Child Abuse Story of Healing and Recovery From James
by James
(Hawaii, USA)
Hard Work, Cruel Beatings, and Humiliation:
From at least as young as 5 or 6 years of age, I was physically and psychologically abused by my father, and also by my older brother. There is no other truthful way to describe what they did. Throughout the time the abuse was happening and into my young adulthood I felt that what they were doing was wrong. In response to my objections for their treatment, they ridiculed me and beat me and taunted me all the more for my crying and being cowed by their actions.
My father had from my earliest memories used whippings for punishment of my brother and myself. This was often in a calculated use of a switch from a tree. Sometimes it was in an outburst of rage and he would use whatever he could grab first -- such as tool handles or belts, or he would just grab us by the arm and kick us until we fell down. The whippings sometimes left welts or bruises that stayed for several days.
At an age as early at about eight I was working in the main crop produced on the farm, tobacco.
The house we lived in at first on the farm was very old and small. When I was nine years old my parents decided to build a new, larger house. To pay for this required that we increase by a great amount the size of the tobacco crop and the amount of custom machinery work we did for other farmers.
It was also at about this time that my older brother began to physically abuse me quite a lot, although he had always been a bit rough. He was very physically strong, even for his age, and I was smaller and physically weaker than most boys my age. On numerous occasions he punched and kicked me. There were several ?black eyes?, bloody noses and split lips. He broke my nose by kicking me in the face. At first I told my parents about his beating me. They told him not to do it, but he did not stop. He would beat me even more for having told them. Since they could not or would not stop him and he took revenge for my telling them, I quit telling them.
Being a child, and one who had such limited world view of what was right and wrong, I felt very conflicted as to whether my own perceptions were correct. Over the years it became obvious that it was abuse. There were a few people in my life that suggested as much ? the school bus driver, my maternal grandfather, and other children.
My relationship with most of the other students at school was not very good. I was not good at sports and I came to school with tobacco stains on my hands. School events or activities that required money were always out of the question.
Through elementary and junior-high school, I would sometimes be kept at home to work in tobacco, and in the winter would work at night with my father and brother pulling the dried tobacco leaves off the stalks to prepare them for selling. This made it difficult to do homework in the way it needed to be done.

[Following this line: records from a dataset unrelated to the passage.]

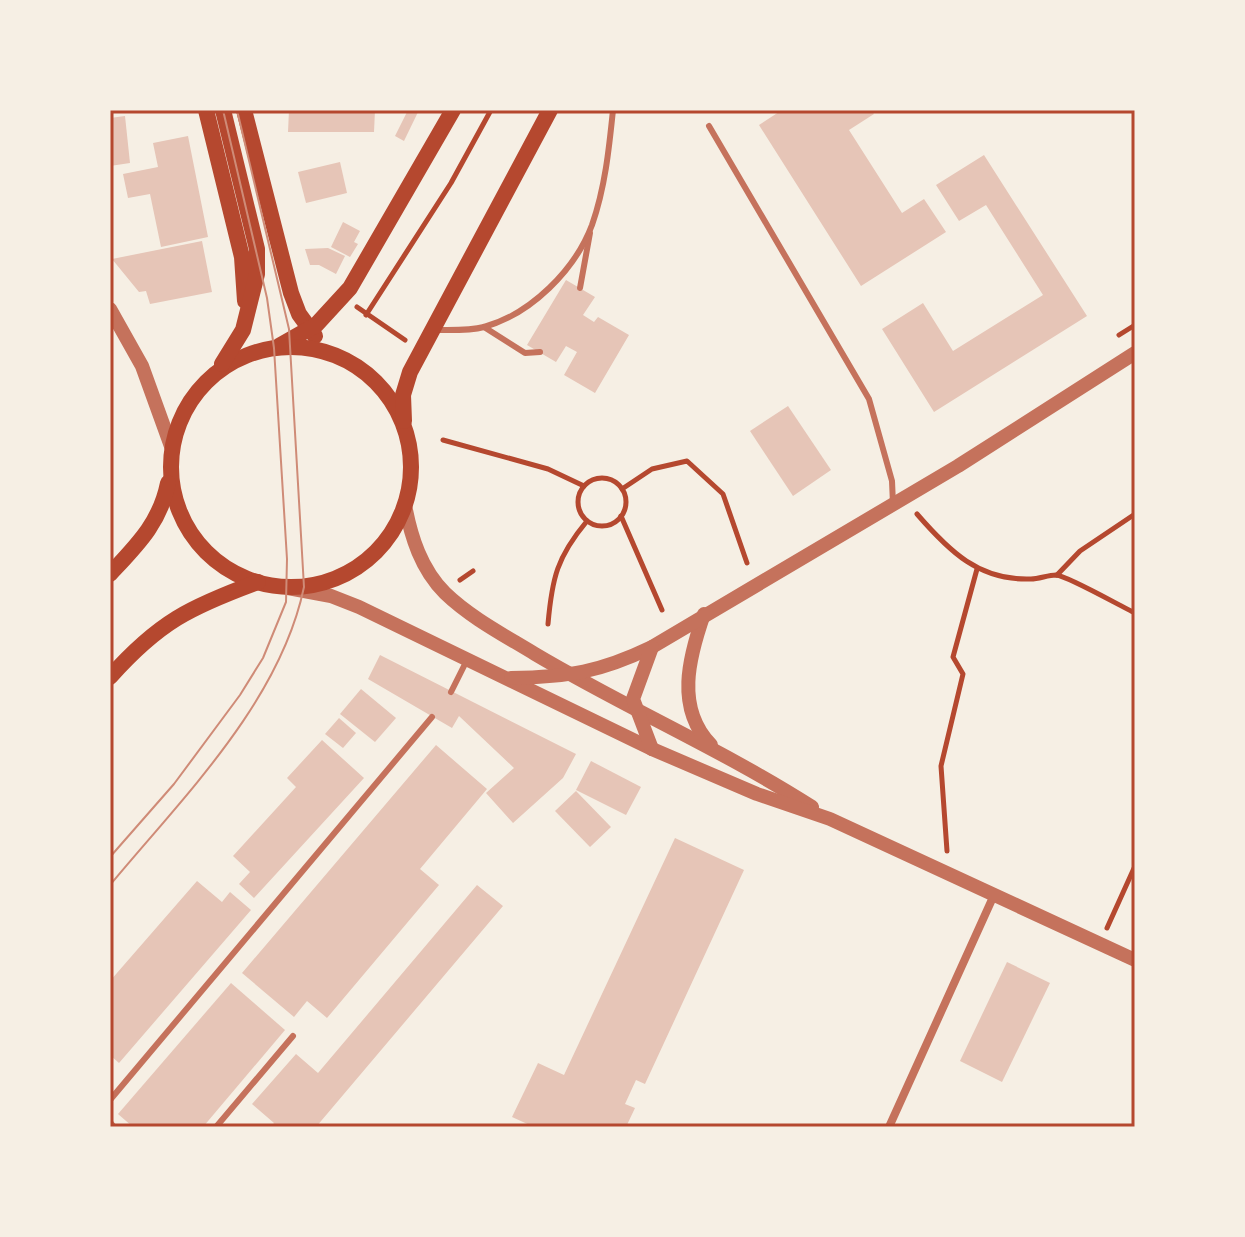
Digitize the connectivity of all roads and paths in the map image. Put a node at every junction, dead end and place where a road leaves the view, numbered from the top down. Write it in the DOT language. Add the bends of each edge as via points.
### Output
graph roads {
  1 [pos="206,110"];
  2 [pos="223,110"];
  3 [pos="244,110"];
  4 [pos="453,110"];
  5 [pos="491,110"];
  6 [pos="550,110"];
  7 [pos="613,110"];
  8 [pos="709,126"];
  9 [pos="591,226"];
  10 [pos="580,288"];
  11 [pos="344,297"];
  12 [pos="110,309"];
  13 [pos="366,315"];
  14 [pos="245,323"];
  15 [pos="484,327"];
  16 [pos="310,330"];
  17 [pos="431,330"];
  18 [pos="274,348"];
  19 [pos="420,350"];
  20 [pos="540,352"];
  21 [pos="1135,353"];
  22 [pos="336,356"];
  23 [pos="216,372"];
  24 [pos="404,426"];
  25 [pos="443,440"];
  26 [pos="172,449"];
  27 [pos="170,474"];
  28 [pos="584,486"];
  29 [pos="622,489"];
  30 [pos="898,501"];
  31 [pos="405,505"];
  32 [pos="1135,514"];
  33 [pos="621,516"];
  34 [pos="587,521"];
  35 [pos="747,563"];
  36 [pos="977,569"];
  37 [pos="110,574"];
  38 [pos="1057,575"];
  39 [pos="258,582"];
  40 [pos="288,588"];
  41 [pos="662,610"];
  42 [pos="1135,613"];
  43 [pos="704,614"];
  44 [pos="548,624"];
  45 [pos="652,647"];
  46 [pos="467,660"];
  47 [pos="572,676"];
  48 [pos="110,677"];
  49 [pos="506,679"];
  50 [pos="451,692"];
  51 [pos="634,708"];
  52 [pos="432,717"];
  53 [pos="652,749"];
  54 [pos="718,751"];
  55 [pos="830,819"];
  56 [pos="947,851"];
  57 [pos="1135,866"];
  58 [pos="994,895"];
  59 [pos="1099,944"];
  60 [pos="1135,960"];
  61 [pos="293,1036"];
  62 [pos="110,1100"];
  63 [pos="110,1122"];
  64 [pos="114,1127"];
  65 [pos="216,1127"];
  66 [pos="889,1127"];
  1 -- 14 [label="main road" via="242,257"];
  2 -- 14 [label="main road" via="257,249 254,293"];
  3 -- 16 [label="main road" via="291,293"];
  4 -- 11 [label="main road"];
  5 -- 13 [label="path"];
  6 -- 17 [label="main road"];
  7 -- 9 [label="lane" via="606,170"];
  8 -- 30 [label="lane" via="869,399"];
  9 -- 10 [label="lane"];
  9 -- 15 [label="lane" via="554,285 528,306"];
  11 -- 13 [label="path"];
  11 -- 16 [label="main road"];
  12 -- 26 [label="street" via="142,366"];
  13 -- 19 [label="path"];
  14 -- 23 [label="main road"];
  15 -- 17 [label="lane"];
  15 -- 20 [label="lane" via="525,353"];
  16 -- 18 [label="main road"];
  16 -- 22 [label="main road"];
  17 -- 19 [label="main road"];
  18 -- 22 [label="main road"];
  18 -- 23 [label="main road"];
  19 -- 24 [label="main road" via="403,395"];
  21 -- 30 [label="street"];
  22 -- 24 [label="main road" via="377,384"];
  23 -- 26 [label="main road" via="187,406"];
  24 -- 31 [label="main road" via="411,474"];
  25 -- 28 [label="path" via="548,469"];
  26 -- 27 [label="main road"];
  27 -- 37 [label="main road" via="163,506"];
  27 -- 39 [label="main road" via="180,515 197,541 217,562"];
  28 -- 29 [label="path" via="606,478"];
  28 -- 34 [label="path" via="578,501"];
  29 -- 33 [label="path" via="626,501"];
  29 -- 35 [label="path" via="652,469 687,461 723,494"];
  30 -- 36 [label="path"];
  30 -- 43 [label="street"];
  31 -- 40 [label="main road" via="385,542 353,571 321,584"];
  31 -- 47 [label="street" via="416,547 443,591 482,622"];
  32 -- 38 [label="path" via="1080,551"];
  33 -- 34 [label="path" via="609,525"];
  33 -- 41 [label="path"];
  34 -- 44 [label="path" via="567,545 554,577"];
  36 -- 38 [label="path" via="1031,579"];
  36 -- 56 [label="path" via="953,657 963,674 941,766"];
  38 -- 42 [label="path"];
  39 -- 40 [label="main road"];
  39 -- 48 [label="main road" via="211,599 157,630"];
  40 -- 46 [label="street" via="343,600"];
  43 -- 45 [label="street"];
  43 -- 54 [label="street" via="691,650 688,687 695,720"];
  45 -- 47 [label="street"];
  45 -- 51 [label="street" via="635,690"];
  46 -- 49 [label="street"];
  46 -- 50 [label="lane"];
  47 -- 49 [label="street"];
  47 -- 51 [label="street"];
  49 -- 53 [label="street"];
  51 -- 53 [label="street"];
  51 -- 54 [label="street"];
  52 -- 62 [label="lane"];
  53 -- 55 [label="street"];
  54 -- 55 [label="street"];
  55 -- 58 [label="street"];
  57 -- 59 [label="path"];
  58 -- 59 [label="street"];
  58 -- 66 [label="street"];
  59 -- 60 [label="street"];
  61 -- 65 [label="lane"];
  63 -- 64 [label="lane"];
}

When I was 14 my father's poor health prohibited him from continuing to farm and he went on disability.
During the time I was in high school, since my father was no longer working, we went fishing together some, and this helped our relationship. Still, sometimes at home he would get enraged at something I had done or said and beat me. This is not to say that I never did anything to deserve correction, but I never deserved the beatings he gave me. On one particular occasion he used a metal clothes hanger and beat me until blood rose to the surface of the welts on my back and arms. It was during this time that I began having nightmares about being beaten by him or my brother. I also did some sleep walking.
When I was 17, my maternal grandfather shot himself in the head. This was of course a shock to the family. For me it was a shock because I had for some time recognized that killing myself was one way I could escape from the pain in my own life. When he shot himself it made me realize how close I had come to doing the same thing.
As I grew older and lived on my own, I continued to struggle with what it all meant and slowly came to see the abuse for what it was: two bullies taking advantage of their physical power over a weaker person unable to defend himself and with no opportunity to escape. This brought me to realize that part of the pain, no less than the welts, bruises and broken nose, was the shame I felt for not defending myself in some way.
Eventually, in my heart I was able to forgive them. This came as part of my own spiritual awakening in my early twenties and the realization that they would need to deal with their own consciences, and that I could live with my own conscience better by accepting that reality for what it was. This forgiveness took me a long way toward healing. Forgive, yes. Forget, no. The insult and injury of the abuse, and the feeling of betrayal it gave me, was too much to forget.
I had learned along the way, from counseling sessions and media reports, that generation-to-generation repetition of child abuse is common and a cycle that is not readily broken.
When I became a father myself, I realized with great clarity why it was absolutely essential that I should never ever forget the abuse I had received at the hands of my own father. When I held my first child, only a few minutes after she was born, I committed that I would not repeat that abuse.
Now, with my own children as young adults, though not yet parents, I can say with certainty that I have not perpetuated that cruel cycle. Can I really be proud of avoiding the perpetuation of something so terrible?